We recently noted the announcement that major insurer, John Hancock, is withdrawing from the traditional long-term care (LTC) insurance marketplace effective this month and is discontinuing new sales of its LTC insurance products. Hancock joins Prudential, MetLife, Unum and a host of smaller companies that have withdrawn from the traditional LTC insurance space.
What does John Hancock’s announcement mean for consumers?
If you own a John Hancock LTC insurance policy, let’s address the first question that’s likely on your mind: will I still have coverage? The answer, thankfully, is yes. The company will continue to service and pay claims on its existing policies, and we generally recommend that you hold existing John Hancock policies if the premium is still manageable.
That’s the good news. The bad news is that because it no longer seeks to be a competitive player in the LTC insurance marketplace, John Hancock may have less incentive to “hold the line” on future price increases for in-force policyholders. We’ll be watching John Hancock’s treatment of existing LTC insurance policyholders very carefully.

What does the Hancock announcement mean for those considering traditional LTC insurance?
Bottom line: the move leaves a very limited set of options for traditional LTC insurance products backed by large, highly rated insurers. A small number of “captive” carriers (companies that distribute their products through career agents) continue to offer traditional LTC insurance, along with a handful of smaller carriers that distribute through independent insurance brokers. Unfortunately, some of these smaller carriers do not meet our carrier financial-strength screening criteria.
Now, it seems almost inevitable that the remaining carrier pool will continue to shrink. The primary reason for this decline is that carriers are earning historically low yields on the bond portfolios that comprise most of the reserves they hold to back these products. Combined with a claims experience history that is still rather limited, the risk of taking on more LTC liability is becoming too much for carriers.
Where is the LTC insurance market headed?
It’s clear that “asset-based” or “combination” LTC products are going to be the primary offerings moving forward, barring some regulatory or legislative change in the landscape. Nearly every major life insurer, including John Hancock, MetLife and Prudential, offers the combination-permanent life insurance/LTC insurance product, and most are expanding the number of such offerings. It seems likely that these products will be the primary options in the not-too-distant future for consumers who want to transfer some of the risk associated with a long-term care event.
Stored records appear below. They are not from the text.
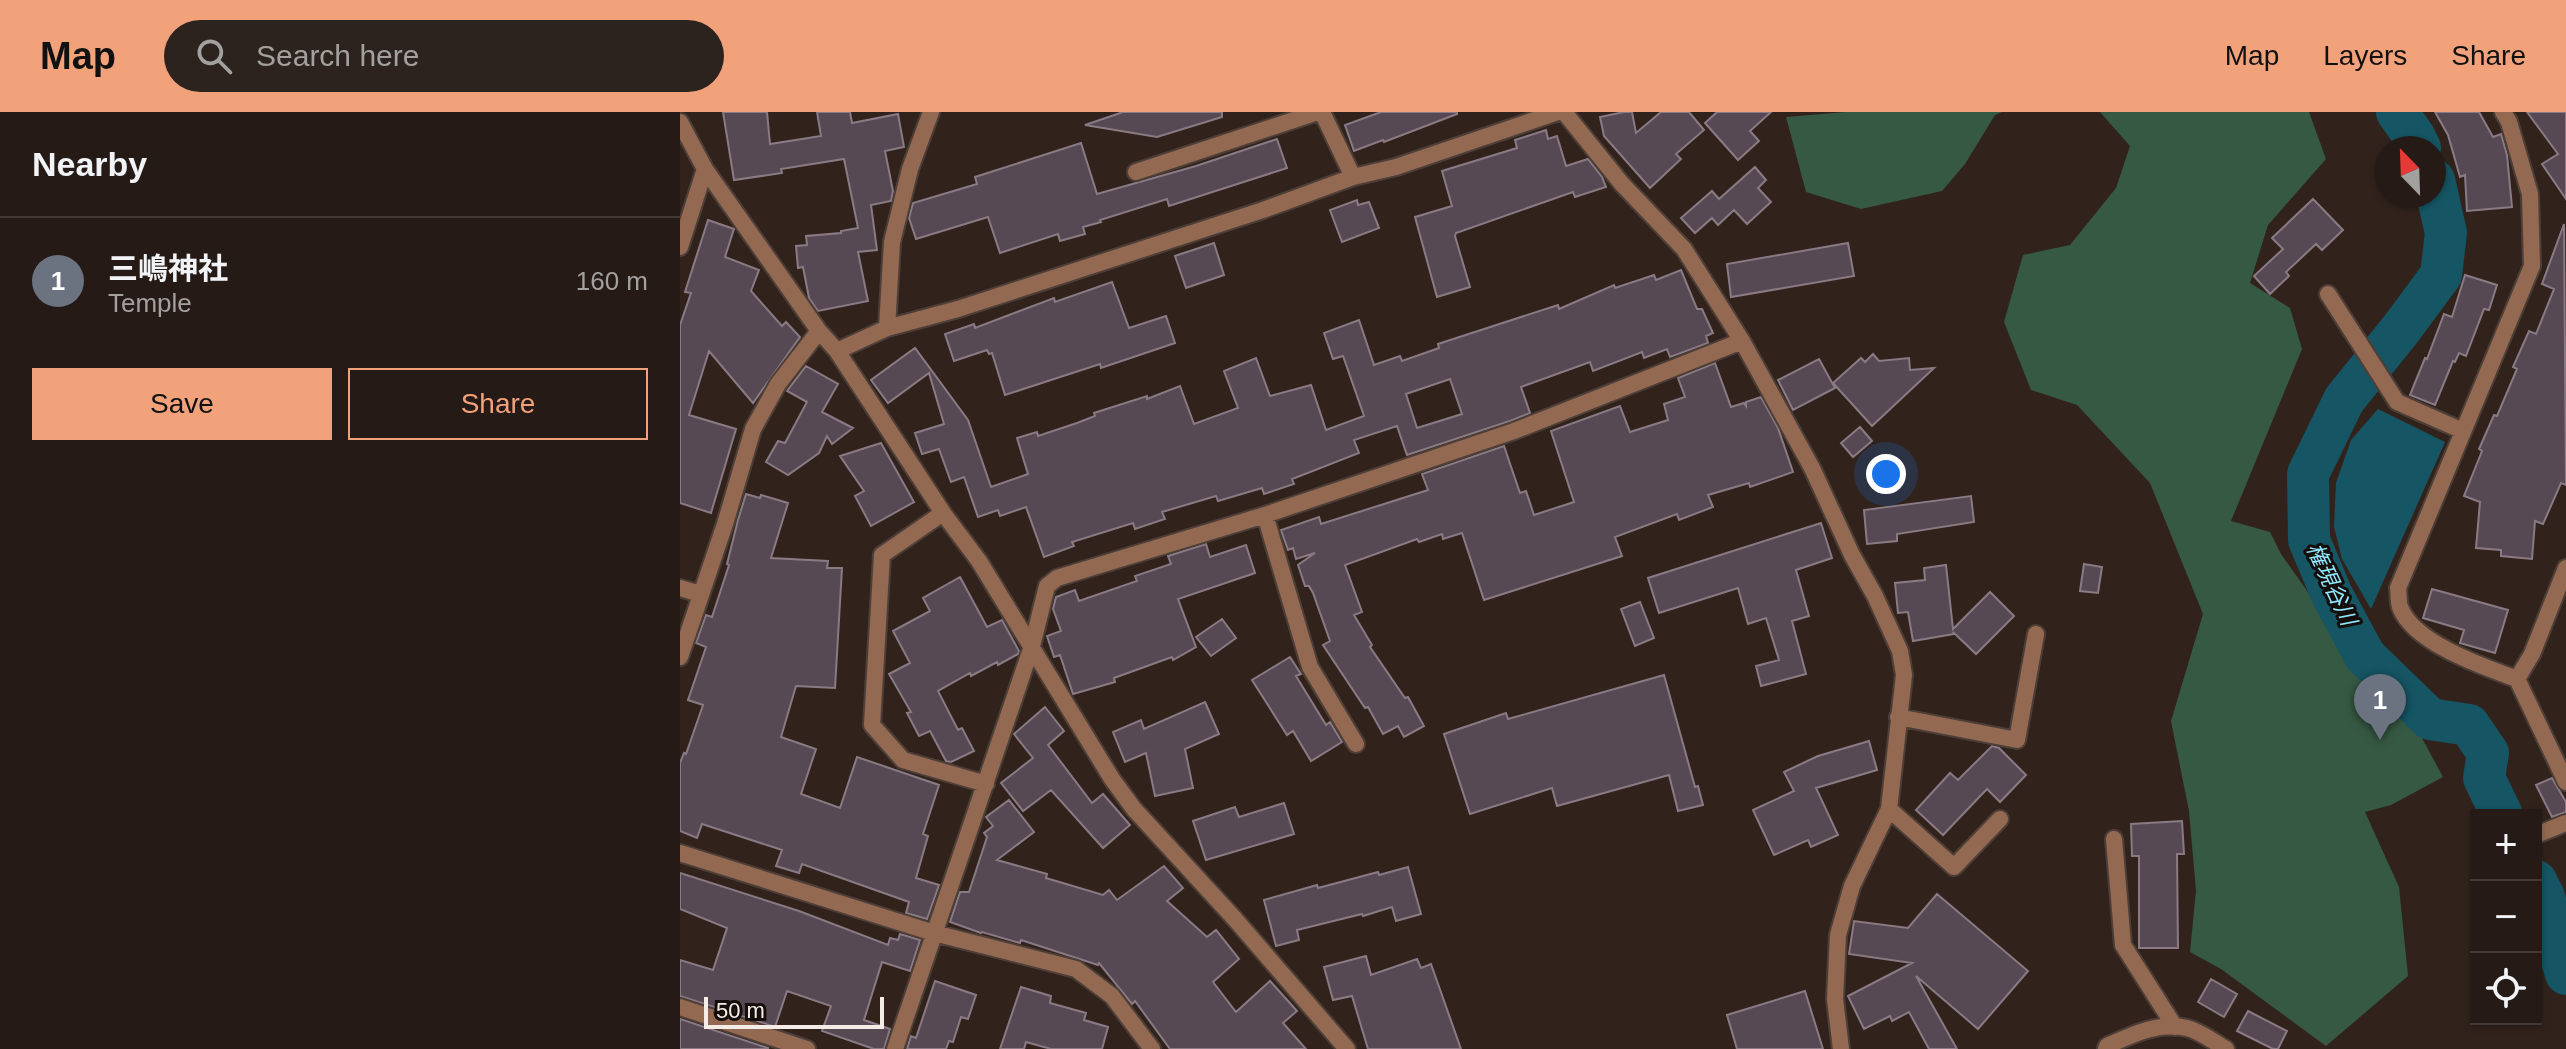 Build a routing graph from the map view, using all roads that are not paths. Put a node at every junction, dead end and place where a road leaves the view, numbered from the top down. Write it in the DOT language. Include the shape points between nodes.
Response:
graph roads {
  1 [pos="931,112"];
  2 [pos="1320,112"];
  3 [pos="1558,112"];
  4 [pos="1564,112"];
  5 [pos="2503,112"];
  6 [pos="680,122"];
  7 [pos="705,169"];
  8 [pos="1136,172"];
  9 [pos="1353,177"];
  10 [pos="680,247"];
  11 [pos="2328,294"];
  12 [pos="887,328"];
  13 [pos="819,331"];
  14 [pos="1742,341"];
  15 [pos="837,351"];
  16 [pos="2463,431"];
  17 [pos="943,513"];
  18 [pos="1265,515"];
  19 [pos="2566,568"];
  20 [pos="680,588"];
  21 [pos="700,594"];
  22 [pos="2036,634"];
  23 [pos="1032,646"];
  24 [pos="680,657"];
  25 [pos="2517,679"];
  26 [pos="1898,717"];
  27 [pos="1356,744"];
  28 [pos="2566,782"];
  29 [pos="986,784"];
  30 [pos="1889,809"];
  31 [pos="2000,819"];
  32 [pos="2566,823"];
  33 [pos="2542,832"];
  34 [pos="2114,839"];
  35 [pos="680,853"];
  36 [pos="934,933"];
  37 [pos="680,1008"];
  38 [pos="2175,1027"];
  39 [pos="784,1046"];
  40 [pos="807,1049"];
  41 [pos="895,1049"];
  42 [pos="1152,1049"];
  43 [pos="1347,1049"];
  44 [pos="1841,1049"];
  45 [pos="2106,1049"];
  46 [pos="2226,1049"];
  1 -- 12 [label="street" via="892,242"];
  2 -- 8 [label="street"];
  2 -- 9 [label="street"];
  3 -- 9 [label="street"];
  4 -- 14 [label="street" via="1684,249"];
  5 -- 16 [label="street" via="2530,194 2532,266"];
  6 -- 7 [label="street"];
  7 -- 10 [label="street"];
  7 -- 13 [label="street"];
  9 -- 12 [label="street"];
  11 -- 16 [label="street" via="2397,402"];
  12 -- 15 [label="street"];
  13 -- 15 [label="street"];
  13 -- 21 [label="street" via="778,384 753,429"];
  14 -- 18 [label="street" via="1514,431"];
  14 -- 26 [label="street" via="1812,468 1900,651 1904,675"];
  15 -- 17 [label="street"];
  16 -- 25 [label="street" via="2398,588 2399,607 2415,629 2463,660"];
  17 -- 23 [label="street"];
  17 -- 29 [label="street" via="882,555 872,725 903,760"];
  18 -- 23 [label="street" via="1057,578 1047,586"];
  18 -- 27 [label="street" via="1310,667"];
  19 -- 25 [label="street"];
  20 -- 21 [label="street"];
  21 -- 24 [label="street"];
  22 -- 26 [label="street" via="2017,740"];
  23 -- 29 [label="street"];
  23 -- 43 [label="street" via="1134,809"];
  25 -- 28 [label="street"];
  26 -- 30 [label="street"];
  29 -- 36 [label="street"];
  30 -- 31 [label="street" via="1954,867"];
  30 -- 44 [label="street" via="1852,886 1838,935 1835,999"];
  32 -- 33 [label="street"];
  34 -- 38 [label="street" via="2123,945"];
  35 -- 36 [label="street"];
  36 -- 41 [label="street"];
  36 -- 42 [label="street" via="1076,969 1112,996"];
  37 -- 39 [label="street"];
  38 -- 45 [label="street" via="2142,1030"];
  38 -- 46 [label="street" via="2188,1028"];
  39 -- 40 [label="street"];
}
So is traditional LTC insurance, or combination life/LTC insurance, right for you? As always, we recommend evaluating the options with the help of your financial advisor, in the context of your overall financial plan. If you’re between ages 55 and 60 — in our experience, this is the optimal age range for purchasing traditional LTC insurance — you might start that conversation before traditional LTC insurance goes the way of LP albums!